A decade later, Mickey King recalled, when the town considered a warrant article authorizing the construction of a community swimming pool, “Old Jim got up, and he was drunk. [In an exaggerated, high voice:] ‘If you think for one minute that I’m going to pay taxes for this swimming pool then you—’ Well, of course, the people voted it in, thanks to that speech. It was wonderful [laughs]. I’ll never forget that. He walked—la da-da-da—like Jack Benny.” Belvah King added: “Best thing that ever happened to this town, that pool.” In the 1970s and 1980s, Young Jim routinely dispatched mill workers to the town pool to repair its plumbing and concrete work.
In 1953 Jim Wemyss Jr., who had steadily assumed greater responsibilities from his father, took over the job of negotiating new one-year contracts with the two unions. That year, for the first time, union and management reached an agreement without any fireworks. Young Jim recognized that America was changing, and labor unions everywhere were winning higher wages, increases in paid vacations, payments for pensions and health insurance, and other benefits and perks.

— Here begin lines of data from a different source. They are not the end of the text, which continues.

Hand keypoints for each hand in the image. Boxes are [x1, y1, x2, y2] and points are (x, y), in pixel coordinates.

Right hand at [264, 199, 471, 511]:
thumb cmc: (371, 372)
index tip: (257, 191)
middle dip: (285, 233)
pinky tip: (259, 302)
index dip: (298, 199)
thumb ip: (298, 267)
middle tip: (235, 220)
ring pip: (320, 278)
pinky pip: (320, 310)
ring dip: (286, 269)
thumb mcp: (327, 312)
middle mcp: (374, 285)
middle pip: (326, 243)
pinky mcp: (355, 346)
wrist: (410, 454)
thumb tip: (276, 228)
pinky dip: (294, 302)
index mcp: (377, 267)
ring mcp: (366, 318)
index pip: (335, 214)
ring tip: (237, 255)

For the three decades Jim Wemyss Jr. dominated the mill there were only two strikes and a short work stoppage. Young Jim was no pushover during negotiations. However, his war experience, the zeitgeist, and his carousing with many of the younger mill workers in the postwar years ensured that contract negotiations never degenerated into the sorts of battles his grandfather and father fought with the unions.
I asked Wemyss once if his war service had affected his management philosophy at the mill. “Yes, it had a great influence,” he replied. “I went into an infantry outfit, which was coal miners, steelworkers, big families, three or four kids sleeping in a bed. Peanut butter and Marshmallow Fluff for breakfast. I went to some of their homes because they wanted me to see them before we went overseas. I had never been exposed possibly to the real America that was fighting this war, and seeing how people were poor, as poor as they were, because I lived in a pretty nice neighborhood in Connecticut when I grew up. I started to understand that there was another world, and it affected me greatly. I was very concerned about people who worked for me in later years and their families. Of course, having men die in your arms. . . .

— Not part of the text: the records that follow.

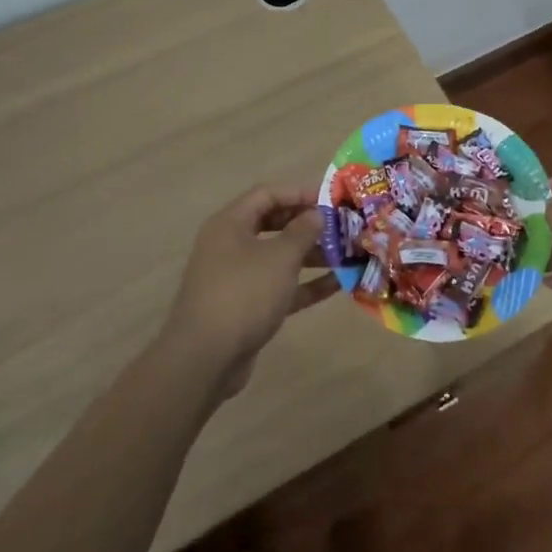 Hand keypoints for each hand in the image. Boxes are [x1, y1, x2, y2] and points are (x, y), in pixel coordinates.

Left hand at [161, 184, 330, 396]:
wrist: (205, 358)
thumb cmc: (244, 293)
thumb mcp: (279, 257)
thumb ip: (302, 231)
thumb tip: (316, 214)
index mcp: (231, 224)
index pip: (267, 194)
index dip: (299, 193)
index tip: (330, 200)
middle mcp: (231, 245)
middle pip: (274, 224)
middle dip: (308, 225)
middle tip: (340, 227)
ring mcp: (237, 277)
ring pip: (278, 257)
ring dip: (311, 255)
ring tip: (346, 255)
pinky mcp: (246, 306)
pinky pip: (279, 286)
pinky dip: (305, 284)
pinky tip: (337, 284)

“I had a lot of men in my outfit who couldn’t read or write because they grew up in the Depression era. One fellow got his nerve up and came over and said, ‘Could you read a letter for me?’ ‘Sure.’ It was a letter from his wife or somebody. He said, ‘Could you write her a letter back for me?’ ‘Yes. What would you like me to say?’ Then the word got around that I would write letters. I was amazed at how many men came to me. I’ve known a lot of guys who had to work during the Depression, didn’t get a chance to finish school. That was quite a thing. That’s what the service does to people. Everybody is the same. We’re all together.”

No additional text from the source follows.